Esse movimento pode ser lido como uma forma de “domesticação”: a psicanálise passa a oferecer não mais um questionamento radical, mas uma promessa de adaptação — alinhando-se à lógica do narcisismo cultural, onde o eu busca reconhecimento e valorização constantes.
Entre a subversão e a adaptação
Retomar Freud, especialmente em Uma dificuldade da psicanálise, é lembrar que a psicanálise nasceu para ferir o narcisismo humano, não para reforçá-lo.

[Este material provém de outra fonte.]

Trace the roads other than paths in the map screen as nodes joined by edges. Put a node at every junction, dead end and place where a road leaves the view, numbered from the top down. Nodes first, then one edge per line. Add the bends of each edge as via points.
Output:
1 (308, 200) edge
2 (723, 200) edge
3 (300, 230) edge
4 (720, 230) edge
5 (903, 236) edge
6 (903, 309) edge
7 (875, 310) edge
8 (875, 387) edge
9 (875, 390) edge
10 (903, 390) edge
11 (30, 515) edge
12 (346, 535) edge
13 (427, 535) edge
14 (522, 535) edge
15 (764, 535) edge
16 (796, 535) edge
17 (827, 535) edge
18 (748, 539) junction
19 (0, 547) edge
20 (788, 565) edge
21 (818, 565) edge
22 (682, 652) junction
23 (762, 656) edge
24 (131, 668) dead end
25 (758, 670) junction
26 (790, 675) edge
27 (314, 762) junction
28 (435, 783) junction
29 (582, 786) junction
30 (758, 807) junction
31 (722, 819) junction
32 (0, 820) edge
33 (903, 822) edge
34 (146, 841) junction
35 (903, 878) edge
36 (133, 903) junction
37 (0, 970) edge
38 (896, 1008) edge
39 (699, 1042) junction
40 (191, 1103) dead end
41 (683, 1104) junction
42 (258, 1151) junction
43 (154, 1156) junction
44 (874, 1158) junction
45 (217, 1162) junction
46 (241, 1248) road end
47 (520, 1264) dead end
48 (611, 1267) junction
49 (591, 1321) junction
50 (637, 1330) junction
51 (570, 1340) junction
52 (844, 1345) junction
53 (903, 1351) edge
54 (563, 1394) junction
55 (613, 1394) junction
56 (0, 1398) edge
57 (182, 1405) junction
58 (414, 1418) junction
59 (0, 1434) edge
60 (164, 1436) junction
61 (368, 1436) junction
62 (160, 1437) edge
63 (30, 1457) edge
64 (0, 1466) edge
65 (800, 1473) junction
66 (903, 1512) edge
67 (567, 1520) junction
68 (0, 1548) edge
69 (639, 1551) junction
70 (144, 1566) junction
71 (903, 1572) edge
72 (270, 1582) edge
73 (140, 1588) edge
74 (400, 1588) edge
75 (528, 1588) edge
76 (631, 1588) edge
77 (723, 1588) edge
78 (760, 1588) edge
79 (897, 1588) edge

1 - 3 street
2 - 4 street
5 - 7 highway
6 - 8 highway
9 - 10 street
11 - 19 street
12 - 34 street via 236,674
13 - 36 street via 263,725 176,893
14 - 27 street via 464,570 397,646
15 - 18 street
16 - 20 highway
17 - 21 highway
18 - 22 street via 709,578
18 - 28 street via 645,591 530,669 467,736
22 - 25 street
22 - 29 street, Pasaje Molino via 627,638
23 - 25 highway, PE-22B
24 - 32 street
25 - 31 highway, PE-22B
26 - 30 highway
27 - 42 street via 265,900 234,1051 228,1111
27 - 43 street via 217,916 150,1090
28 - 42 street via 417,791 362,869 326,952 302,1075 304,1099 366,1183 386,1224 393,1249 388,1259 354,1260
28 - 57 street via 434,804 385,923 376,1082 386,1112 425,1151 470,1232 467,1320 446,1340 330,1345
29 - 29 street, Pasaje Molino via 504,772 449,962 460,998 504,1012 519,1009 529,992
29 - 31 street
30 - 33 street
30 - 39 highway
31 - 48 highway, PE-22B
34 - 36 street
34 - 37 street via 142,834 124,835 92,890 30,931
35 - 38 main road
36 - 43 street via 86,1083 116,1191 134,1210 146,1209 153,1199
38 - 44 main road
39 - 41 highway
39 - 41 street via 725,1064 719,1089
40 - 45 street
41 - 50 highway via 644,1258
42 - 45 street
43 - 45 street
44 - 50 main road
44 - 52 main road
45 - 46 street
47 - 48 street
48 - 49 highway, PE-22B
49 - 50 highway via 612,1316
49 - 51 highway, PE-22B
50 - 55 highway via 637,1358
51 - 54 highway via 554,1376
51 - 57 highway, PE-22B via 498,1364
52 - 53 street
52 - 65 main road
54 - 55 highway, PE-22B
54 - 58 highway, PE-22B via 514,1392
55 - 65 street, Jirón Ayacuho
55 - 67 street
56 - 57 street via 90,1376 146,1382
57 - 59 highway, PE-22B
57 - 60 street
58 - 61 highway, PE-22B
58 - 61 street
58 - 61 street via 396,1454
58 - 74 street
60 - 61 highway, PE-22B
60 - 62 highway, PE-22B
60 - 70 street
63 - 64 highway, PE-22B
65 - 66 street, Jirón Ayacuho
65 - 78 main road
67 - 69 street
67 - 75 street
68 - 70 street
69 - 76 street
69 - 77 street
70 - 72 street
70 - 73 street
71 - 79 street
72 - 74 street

Quando se converte em ferramenta de autossuficiência, quando vira item de prateleira que pode ser comprada e vendida, ou quando é apenas parte de um check-list da vida instagramável perde sua potência crítica e se adapta ao discurso do consumo.
O desafio atual talvez não seja rejeitar o tema do autoconhecimento, mas reinscrevê-lo em outro registro: não como domínio do eu sobre si, mas como abertura para o que nele resiste, escapa e insiste. Nesse ponto, a psicanálise pode continuar a ser subversiva — desde que não se deixe capturar pelo mercado das promessas fáceis, pois em toda a sua construção e até aqui, ela não pode ser levada como manual de instruções e sim precisa ser repensada e reescrita perante as novas subjetivações e constituições de sofrimento.
Um impasse contemporâneo
Talvez o maior risco, hoje, não seja que a psicanálise seja rejeitada, mas que seja aceita demais — incorporada sem resistência ao cardápio de soluções rápidas para a vida. Mas se ela nasceu como ferida, talvez sua tarefa continue sendo a de incomodar: não oferecer um “manual de autoconhecimento”, mas abrir espaço para suportar o não-saber, o vazio, a falta que nos constitui.
Diante desse impasse, e buscando uma imagem que se assimile a situação da psicanálise hoje, vale lembrar do mito grego de Narciso e a ninfa Eco. Estaria a Psicanálise se tornando como Eco, apenas repetindo o que chega como demanda? Ou nesse ponto, a psicanálise ainda conseguiria manter sua força — deixando de prometer um eu mais forte e autossuficiente, e sim mostrando limites, corrupções e que a verdade de cada sujeito nunca está toda em suas mãos?
Bibliografia:
BAUMAN, Zygmunt. Vida para Consumo: a transformação das pessoas em mercadoria. Rio de Janeiro: Zahar, 2008.
FREUD, Sigmund. Introdução ao Narcisimo (1914). Obras Completas, vol. XII. São Paulo: Companhia das Letras, 2009.
FREUD, Sigmund. Uma dificuldade da Psicanálise (1917). Obras Completas, vol. XIV. São Paulo: Companhia das Letras, 2009.
VASCONCELOS, Paulo S. Mitos Gregos. São Paulo: Objetivo, (1998).